=== Section Start ===

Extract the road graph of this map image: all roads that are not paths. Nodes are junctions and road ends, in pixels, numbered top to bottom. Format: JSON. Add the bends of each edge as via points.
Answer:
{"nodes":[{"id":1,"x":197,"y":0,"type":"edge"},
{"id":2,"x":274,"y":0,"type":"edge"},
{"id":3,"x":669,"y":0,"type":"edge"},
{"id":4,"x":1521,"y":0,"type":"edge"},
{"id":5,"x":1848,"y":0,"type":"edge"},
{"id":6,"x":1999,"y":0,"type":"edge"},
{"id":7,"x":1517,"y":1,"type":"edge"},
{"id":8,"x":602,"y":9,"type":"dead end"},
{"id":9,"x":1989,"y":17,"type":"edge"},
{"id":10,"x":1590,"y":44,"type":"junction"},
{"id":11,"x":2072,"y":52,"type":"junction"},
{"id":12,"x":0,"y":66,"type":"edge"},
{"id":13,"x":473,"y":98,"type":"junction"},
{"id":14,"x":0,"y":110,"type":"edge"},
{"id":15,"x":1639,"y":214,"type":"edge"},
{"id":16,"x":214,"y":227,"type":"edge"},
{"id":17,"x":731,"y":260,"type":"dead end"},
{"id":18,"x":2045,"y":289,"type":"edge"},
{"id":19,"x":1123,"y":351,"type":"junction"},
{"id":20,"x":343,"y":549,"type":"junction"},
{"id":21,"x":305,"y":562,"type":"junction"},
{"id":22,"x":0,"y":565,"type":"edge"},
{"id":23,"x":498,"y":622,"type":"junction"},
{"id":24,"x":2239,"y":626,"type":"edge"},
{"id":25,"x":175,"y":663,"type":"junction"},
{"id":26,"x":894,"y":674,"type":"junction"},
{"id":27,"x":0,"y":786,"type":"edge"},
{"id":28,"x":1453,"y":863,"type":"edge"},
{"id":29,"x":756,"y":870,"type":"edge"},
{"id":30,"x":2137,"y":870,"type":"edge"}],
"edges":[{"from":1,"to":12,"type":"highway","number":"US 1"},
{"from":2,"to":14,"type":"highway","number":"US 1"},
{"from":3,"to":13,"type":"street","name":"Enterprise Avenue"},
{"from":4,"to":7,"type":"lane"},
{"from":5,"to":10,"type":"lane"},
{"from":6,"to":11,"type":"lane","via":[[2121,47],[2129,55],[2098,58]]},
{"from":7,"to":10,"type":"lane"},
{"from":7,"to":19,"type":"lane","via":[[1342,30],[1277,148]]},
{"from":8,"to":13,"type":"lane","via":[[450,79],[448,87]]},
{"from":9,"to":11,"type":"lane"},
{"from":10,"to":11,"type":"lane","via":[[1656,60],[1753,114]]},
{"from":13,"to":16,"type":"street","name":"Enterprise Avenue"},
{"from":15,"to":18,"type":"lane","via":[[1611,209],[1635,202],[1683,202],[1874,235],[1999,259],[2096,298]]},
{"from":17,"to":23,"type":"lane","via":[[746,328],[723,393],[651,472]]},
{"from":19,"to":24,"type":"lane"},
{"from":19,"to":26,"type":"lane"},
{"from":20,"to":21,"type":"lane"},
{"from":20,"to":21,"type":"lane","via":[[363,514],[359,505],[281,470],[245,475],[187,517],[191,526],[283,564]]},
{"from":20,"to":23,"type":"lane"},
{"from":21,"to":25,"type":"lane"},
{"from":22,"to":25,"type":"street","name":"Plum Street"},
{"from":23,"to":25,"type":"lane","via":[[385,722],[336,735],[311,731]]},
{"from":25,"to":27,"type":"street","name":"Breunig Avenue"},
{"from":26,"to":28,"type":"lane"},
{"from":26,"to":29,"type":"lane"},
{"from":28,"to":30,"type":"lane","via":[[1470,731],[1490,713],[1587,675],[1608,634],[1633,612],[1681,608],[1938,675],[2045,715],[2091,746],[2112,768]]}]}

=== Section End ===

# TASK PROMPT
The answer must reproduce every record exactly.

# EXERCISE SOLUTION
Extract the road graph of this map image: all roads that are not paths. Nodes are junctions and road ends, in pixels, numbered top to bottom. Format: JSON. Add the bends of each edge as via points.
Answer:
{"nodes":[{"id":1,"x":197,"y":0,"type":"edge"},
{"id":2,"x":274,"y":0,"type":"edge"},
{"id":3,"x":669,"y":0,"type":"edge"},
{"id":4,"x":1521,"y":0,"type":"edge"},
{"id":5,"x":1848,"y":0,"type":"edge"},
{"id":6,"x":1999,"y":0,"type":"edge"},
{"id":7,"x":1517,"y":1,"type":"edge"},
{"id":8,"x":602,"y":9,"type":"dead end"},
{"id":9,"x":1989,"y":17,"type":"edge"},
{"id":10,"x":1590,"y":44,"type":"junction"},
{"id":11,"x":2072,"y":52,"type":"junction"},
{"id":12,"x":0,"y":66,"type":"edge"},
{"id":13,"x":473,"y":98,"type":"junction"},
{"id":14,"x":0,"y":110,"type":"edge"},
{"id":15,"x":1639,"y":214,"type":"edge"},
{"id":16,"x":214,"y":227,"type":"edge"},
{"id":17,"x":731,"y":260,"type":"dead end"},
{"id":18,"x":2045,"y":289,"type":"edge"},
{"id":19,"x":1123,"y":351,"type":"junction"},
{"id":20,"x":343,"y":549,"type":"junction"},
{"id":21,"x":305,"y":562,"type":"junction"},
{"id":22,"x":0,"y":565,"type":"edge"},
{"id":23,"x":498,"y":622,"type":"junction"},
{"id":24,"x":2239,"y":626,"type":"edge"},
{"id":25,"x":175,"y":663,"type":"junction"},
{"id":26,"x":894,"y":674,"type":"junction"},
{"id":27,"x":0,"y":786,"type":"edge"},
{"id":28,"x":1453,"y":863,"type":"edge"},
{"id":29,"x":756,"y":870,"type":"edge"},
{"id":30,"x":2137,"y":870,"type":"edge"}],
"edges":[{"from":1,"to":12,"type":"highway","number":"US 1"},
{"from":2,"to":14,"type":"highway","number":"US 1"},
{"from":3,"to":13,"type":"street","name":"Enterprise Avenue"},
{"from":4,"to":7,"type":"lane"},
{"from":5,"to":10,"type":"lane"},
{"from":6,"to":11,"type":"lane","via":[[2121,47],[2129,55],[2098,58]]},
{"from":7,"to":10,"type":"lane"},
{"from":7,"to":19,"type":"lane","via":[[1342,30],[1277,148]]},
{"from":8,"to":13,"type":"lane","via":[[450,79],[448,87]]},
{"from":9,"to":11,"type":"lane"},
{"from":10,"to":11,"type":"lane","via":[[1656,60],[1753,114]]},
{"from":13,"to":16,"type":"street","name":"Enterprise Avenue"},
{"from":15,"to":18,"type":"lane","via":[[1611,209],[1635,202],[1683,202],[1874,235],[1999,259],[2096,298]]},
{"from":17,"to":23,"type":"lane","via":[[746,328],[723,393],[651,472]]},
{"from":19,"to":24,"type":"lane"},
{"from":19,"to":26,"type":"lane"},
{"from":20,"to":21,"type":"lane"},
{"from":20,"to":21,"type":"lane","via":[[363,514],[359,505],[281,470],[245,475],[187,517],[191,526],[283,564]]},
{"from":20,"to":23,"type":"lane"},
{"from":21,"to":25,"type":"lane"},
{"from":22,"to":25,"type":"street","name":"Plum Street"},
{"from":23,"to":25,"type":"lane","via":[[385,722],[336,735],[311,731]]},
{"from":25,"to":27,"type":"street","name":"Breunig Avenue"},
{"from":26,"to":28,"type":"lane"},
{"from":26,"to":29,"type":"lane"},
{"from":28,"to":30,"type":"lane","via":[[1470,731],[1490,713],[1587,675],[1608,634],[1633,612],[1681,608],[1938,675],[2045,715],[2091,746],[2112,768]]}]}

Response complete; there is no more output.